Tuesday’s vote in the Democratic-controlled House comes on legislation to revoke Trump’s executive order from earlier this month and would send it to the Republican-held Senate, where it would take only a handful of GOP defections to pass it.

Trump is likely to prevail in the end since he could use his first-ever veto to kill the measure if it passes Congress, but the White House is seeking to minimize defections among the president’s GOP allies to avoid embarrassment.

The vote could be challenging for GOP lawmakers who view themselves as conservative protectors of the Constitution and the powers of the federal purse that are reserved for Congress. But GOP vote counters are confident that the tally won’t get near the two-thirds that would overturn a Trump veto.

Democratic leaders said Monday that the vote is not about the merits of Trump’s wall but how Trump is trampling on the Constitution by grabbing money that he can’t obtain through normal means.

“The beauty of the Constitution, the heart and soul of the Constitution, is the separation of power — co-equal branches of government to be a balance of power,” said House Speaker Nancy Pelosi, D-Calif. “The Constitution spells out the responsibilities, giving the Congress of the United States, among other powers, the power of the purse.
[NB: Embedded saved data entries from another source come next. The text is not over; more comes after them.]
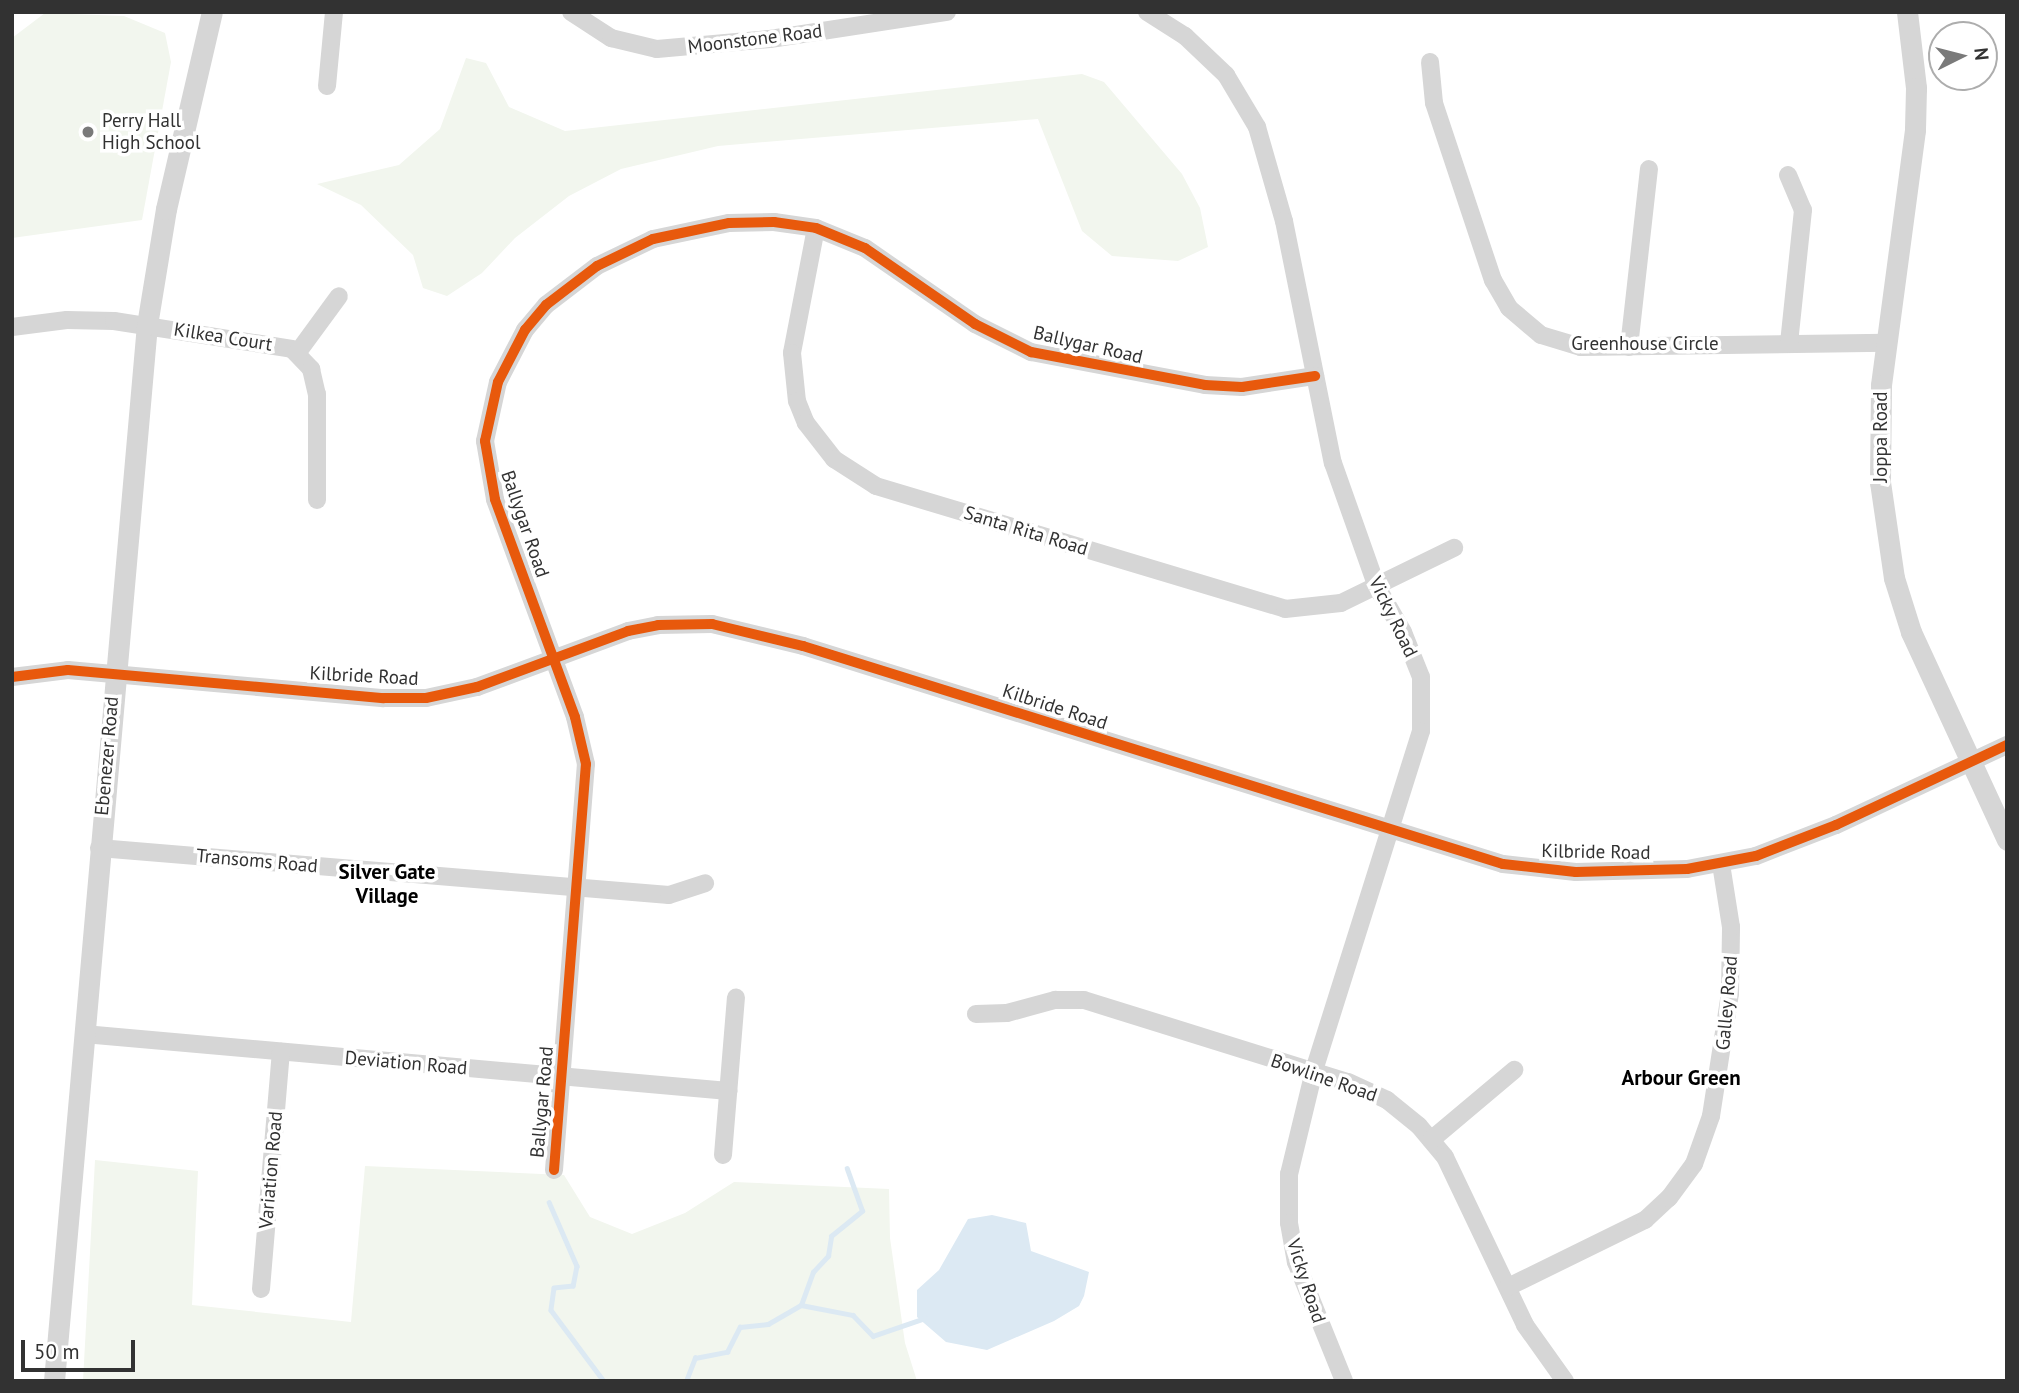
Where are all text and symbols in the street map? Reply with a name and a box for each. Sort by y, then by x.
street label: Moonstone Road [686,19,824,59]
north arrow [1928,21,1998,91]
text: N [1969,47,1994,61]
place label: Perry Hall High School [102,110,200,154]
marker: Perry Hall High School [80,124,96,140]
street label: Kilkea Court [172,318,274,356]
street label: Ballygar Road [1031,321,1145,369]
street label: Greenhouse Circle [1571,333,1719,355]
street label: Joppa Road [1870,392,1892,482]
street label: Ballygar Road [496,468,554,580]
street label: Santa Rita Road [961,501,1091,561]
street label: Vicky Road [1364,573,1422,661]
street label: Kilbride Road [309,662,419,690]
street label: Kilbride Road [1000,679,1110,735]
street label: Ebenezer Road [90,695,124,817]
street label: Kilbride Road [1541,840,1651,864]
street label: Transoms Road [195,844,319,878]
district label: Silver Gate Village [338,859,436,909]
street label: Galley Road [1711,954,1743,1052]
street label: Ballygar Road [526,1045,558,1159]
street label: Deviation Road [344,1046,468,1080]
street label: Bowline Road [1268,1049,1380,1107]
district label: Arbour Green [1621,1065,1741,1091]
street label: Variation Road [255,1110,287,1230]
street label: Vicky Road [1282,1236,1330,1326]
scale bar [24,1326,138,1370]
text: 50 m [34,1338,80,1365]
The president’s power grab usurped that constitutional responsibility and fundamentally violates the balance of power envisioned by our founders.”

Minority Leader Kevin McCarthy, R-Calif., said GOP defections will be kept well below the threshold required to sustain a veto. Describing the argument GOP leaders are using to tamp down Republican opposition, he said, “There’s an emergency along the border.”
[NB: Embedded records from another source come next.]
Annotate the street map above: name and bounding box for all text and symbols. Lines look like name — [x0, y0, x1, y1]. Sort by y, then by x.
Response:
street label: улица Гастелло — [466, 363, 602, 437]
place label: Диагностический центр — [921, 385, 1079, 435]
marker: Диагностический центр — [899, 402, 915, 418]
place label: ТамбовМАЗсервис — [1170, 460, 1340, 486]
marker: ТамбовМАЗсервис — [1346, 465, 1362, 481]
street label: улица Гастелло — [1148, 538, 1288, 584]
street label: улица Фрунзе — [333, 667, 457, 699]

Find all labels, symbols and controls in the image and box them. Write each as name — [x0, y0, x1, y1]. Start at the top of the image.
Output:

“If Republicans vote their beliefs, we’ll get a lot. If they vote their party, we won’t get a lot,” said Majority Leader Steny Hoyer, D-Md.

Trump took to Twitter on Monday to urge Senate Republicans to stick with him.

“I hope our great Republican Senators don’t get led down the path of weak and ineffective Border Security,” Trump wrote. “Without strong Borders, we don’t have a Country — and the voters are on board with us. Be strong and smart, don’t fall into the Democrats ‘trap’ of Open Borders and Crime!”

Vice-President Mike Pence is expected to discuss the issue with GOP senators during their weekly private lunch. A Justice Department official is also expected to attend.

On Monday, GOP Sen. Thom Tillis, R-N.C., said he would vote to block the order, joining Maine’s Susan Collins and Alaska’s Lisa Murkowski as Republicans supporting the resolution. Congress must defend its power of the purse and warned that a future Democratic president might abuse the power to advance “radical policies,” Tillis said.

Senate voting on Trump’s emergency order could drag under a rarely used procedure, which an aide said is possibly a first for the chamber. The law allows for up to 15 days of committee review— in this case, at the Armed Services panel — with a full Senate vote three days later. Senators, though, said the process could be expedited.

At issue is Trump’s longstanding vow to build a wall along the 1,900-mile southwest border, perhaps his top campaign promise. He has long since dropped any pretense that money for the wall would come from Mexico, which he once claimed would be the source of funding.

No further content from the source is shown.